### [Your objective]
Scanning the entries below, copy every line that contains the word "lane".

### [Exercise material]
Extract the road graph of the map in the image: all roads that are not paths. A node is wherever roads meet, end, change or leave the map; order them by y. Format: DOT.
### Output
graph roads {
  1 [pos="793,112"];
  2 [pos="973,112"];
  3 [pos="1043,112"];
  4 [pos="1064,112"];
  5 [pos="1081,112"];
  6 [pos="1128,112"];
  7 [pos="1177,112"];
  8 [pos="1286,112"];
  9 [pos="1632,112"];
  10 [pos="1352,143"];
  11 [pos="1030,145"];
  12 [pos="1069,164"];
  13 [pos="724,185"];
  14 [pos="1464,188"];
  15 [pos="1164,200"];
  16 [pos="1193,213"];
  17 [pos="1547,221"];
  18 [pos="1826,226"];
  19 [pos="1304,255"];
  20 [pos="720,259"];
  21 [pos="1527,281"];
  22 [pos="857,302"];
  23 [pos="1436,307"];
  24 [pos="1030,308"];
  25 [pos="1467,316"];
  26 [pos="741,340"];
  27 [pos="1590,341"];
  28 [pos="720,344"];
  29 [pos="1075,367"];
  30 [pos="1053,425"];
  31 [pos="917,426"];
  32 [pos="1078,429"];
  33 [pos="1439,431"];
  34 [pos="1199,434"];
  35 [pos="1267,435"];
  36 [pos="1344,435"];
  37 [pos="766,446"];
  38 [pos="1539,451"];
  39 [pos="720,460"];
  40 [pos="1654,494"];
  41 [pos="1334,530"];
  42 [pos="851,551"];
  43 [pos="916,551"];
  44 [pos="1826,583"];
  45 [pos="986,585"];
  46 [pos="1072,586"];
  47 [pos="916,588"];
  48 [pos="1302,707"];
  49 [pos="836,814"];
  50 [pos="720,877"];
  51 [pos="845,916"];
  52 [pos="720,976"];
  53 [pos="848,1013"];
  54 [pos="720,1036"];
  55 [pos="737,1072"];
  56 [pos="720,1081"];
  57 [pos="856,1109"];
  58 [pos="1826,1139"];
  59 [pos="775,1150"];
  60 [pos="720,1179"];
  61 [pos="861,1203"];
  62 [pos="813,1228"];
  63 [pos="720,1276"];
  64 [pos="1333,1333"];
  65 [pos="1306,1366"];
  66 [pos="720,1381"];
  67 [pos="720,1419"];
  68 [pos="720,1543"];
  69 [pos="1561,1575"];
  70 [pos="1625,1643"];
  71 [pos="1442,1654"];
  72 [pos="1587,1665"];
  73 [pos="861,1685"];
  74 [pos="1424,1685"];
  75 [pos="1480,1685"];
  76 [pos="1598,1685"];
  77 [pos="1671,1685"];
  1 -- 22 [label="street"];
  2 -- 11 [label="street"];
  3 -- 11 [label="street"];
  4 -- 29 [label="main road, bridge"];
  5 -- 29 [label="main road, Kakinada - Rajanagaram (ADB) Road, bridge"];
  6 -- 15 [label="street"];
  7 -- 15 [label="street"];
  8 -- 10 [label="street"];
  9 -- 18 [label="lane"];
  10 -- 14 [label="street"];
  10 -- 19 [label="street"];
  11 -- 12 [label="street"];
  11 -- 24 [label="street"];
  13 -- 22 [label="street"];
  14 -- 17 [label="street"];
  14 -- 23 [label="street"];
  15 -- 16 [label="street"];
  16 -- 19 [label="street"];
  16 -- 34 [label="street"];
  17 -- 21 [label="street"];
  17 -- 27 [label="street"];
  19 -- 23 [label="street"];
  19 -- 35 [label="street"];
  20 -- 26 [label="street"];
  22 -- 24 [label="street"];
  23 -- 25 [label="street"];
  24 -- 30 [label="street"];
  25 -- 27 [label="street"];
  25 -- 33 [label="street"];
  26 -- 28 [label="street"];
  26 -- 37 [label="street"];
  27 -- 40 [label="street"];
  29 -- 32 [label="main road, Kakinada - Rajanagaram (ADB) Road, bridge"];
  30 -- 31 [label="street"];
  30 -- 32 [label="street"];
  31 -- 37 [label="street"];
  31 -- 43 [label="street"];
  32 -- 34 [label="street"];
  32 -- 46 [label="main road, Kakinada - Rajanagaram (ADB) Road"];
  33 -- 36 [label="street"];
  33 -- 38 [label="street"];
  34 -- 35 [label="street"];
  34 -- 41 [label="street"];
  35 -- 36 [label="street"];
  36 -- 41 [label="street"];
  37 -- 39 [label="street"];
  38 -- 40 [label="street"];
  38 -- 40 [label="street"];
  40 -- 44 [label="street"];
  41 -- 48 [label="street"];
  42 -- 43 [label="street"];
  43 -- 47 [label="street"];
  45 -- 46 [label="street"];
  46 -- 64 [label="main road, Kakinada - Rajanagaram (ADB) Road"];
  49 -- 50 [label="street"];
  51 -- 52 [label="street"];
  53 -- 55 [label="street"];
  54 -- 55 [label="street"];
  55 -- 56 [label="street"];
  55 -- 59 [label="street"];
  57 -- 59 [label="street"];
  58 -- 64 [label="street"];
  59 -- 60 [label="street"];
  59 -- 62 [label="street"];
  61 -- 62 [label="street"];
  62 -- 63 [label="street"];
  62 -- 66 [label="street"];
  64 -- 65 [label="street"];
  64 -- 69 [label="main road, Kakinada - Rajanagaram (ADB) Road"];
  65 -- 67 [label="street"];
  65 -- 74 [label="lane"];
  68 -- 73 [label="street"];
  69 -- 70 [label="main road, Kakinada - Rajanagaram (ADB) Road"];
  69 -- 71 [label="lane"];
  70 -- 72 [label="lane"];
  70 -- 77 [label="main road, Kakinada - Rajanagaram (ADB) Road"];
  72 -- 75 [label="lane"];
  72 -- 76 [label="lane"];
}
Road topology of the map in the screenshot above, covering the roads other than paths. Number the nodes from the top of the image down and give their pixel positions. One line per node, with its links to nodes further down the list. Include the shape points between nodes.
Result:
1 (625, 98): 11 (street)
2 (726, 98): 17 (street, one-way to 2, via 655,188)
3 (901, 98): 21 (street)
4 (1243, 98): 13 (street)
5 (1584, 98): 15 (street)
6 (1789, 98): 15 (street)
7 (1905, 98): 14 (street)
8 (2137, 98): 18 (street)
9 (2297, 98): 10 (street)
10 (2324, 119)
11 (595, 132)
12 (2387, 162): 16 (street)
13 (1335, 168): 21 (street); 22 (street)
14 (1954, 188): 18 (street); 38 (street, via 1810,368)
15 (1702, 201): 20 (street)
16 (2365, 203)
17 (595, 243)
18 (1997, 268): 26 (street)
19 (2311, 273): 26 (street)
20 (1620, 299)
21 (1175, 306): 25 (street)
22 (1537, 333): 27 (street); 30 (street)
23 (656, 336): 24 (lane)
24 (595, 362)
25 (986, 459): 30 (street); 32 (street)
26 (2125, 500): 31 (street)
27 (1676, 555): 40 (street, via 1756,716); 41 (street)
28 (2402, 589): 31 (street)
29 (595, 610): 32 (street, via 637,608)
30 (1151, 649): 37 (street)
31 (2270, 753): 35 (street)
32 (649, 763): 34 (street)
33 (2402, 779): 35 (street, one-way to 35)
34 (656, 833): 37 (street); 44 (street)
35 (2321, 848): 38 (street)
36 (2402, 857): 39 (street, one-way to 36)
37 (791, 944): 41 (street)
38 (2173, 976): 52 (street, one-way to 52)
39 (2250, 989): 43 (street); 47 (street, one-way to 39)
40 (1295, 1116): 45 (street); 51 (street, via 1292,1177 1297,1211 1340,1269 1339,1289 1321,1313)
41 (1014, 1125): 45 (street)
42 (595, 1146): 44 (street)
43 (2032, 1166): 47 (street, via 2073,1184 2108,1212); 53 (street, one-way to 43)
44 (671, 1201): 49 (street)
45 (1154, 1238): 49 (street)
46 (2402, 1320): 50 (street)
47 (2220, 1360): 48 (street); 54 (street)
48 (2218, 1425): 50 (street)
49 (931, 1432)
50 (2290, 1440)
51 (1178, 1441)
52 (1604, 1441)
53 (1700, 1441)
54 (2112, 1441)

### [Solved exercise]
  9 -- 18 [label="lane"];
  65 -- 74 [label="lane"];
  69 -- 71 [label="lane"];
  70 -- 72 [label="lane"];
  72 -- 75 [label="lane"];
  72 -- 76 [label="lane"];
23 (656, 336): 24 (lane)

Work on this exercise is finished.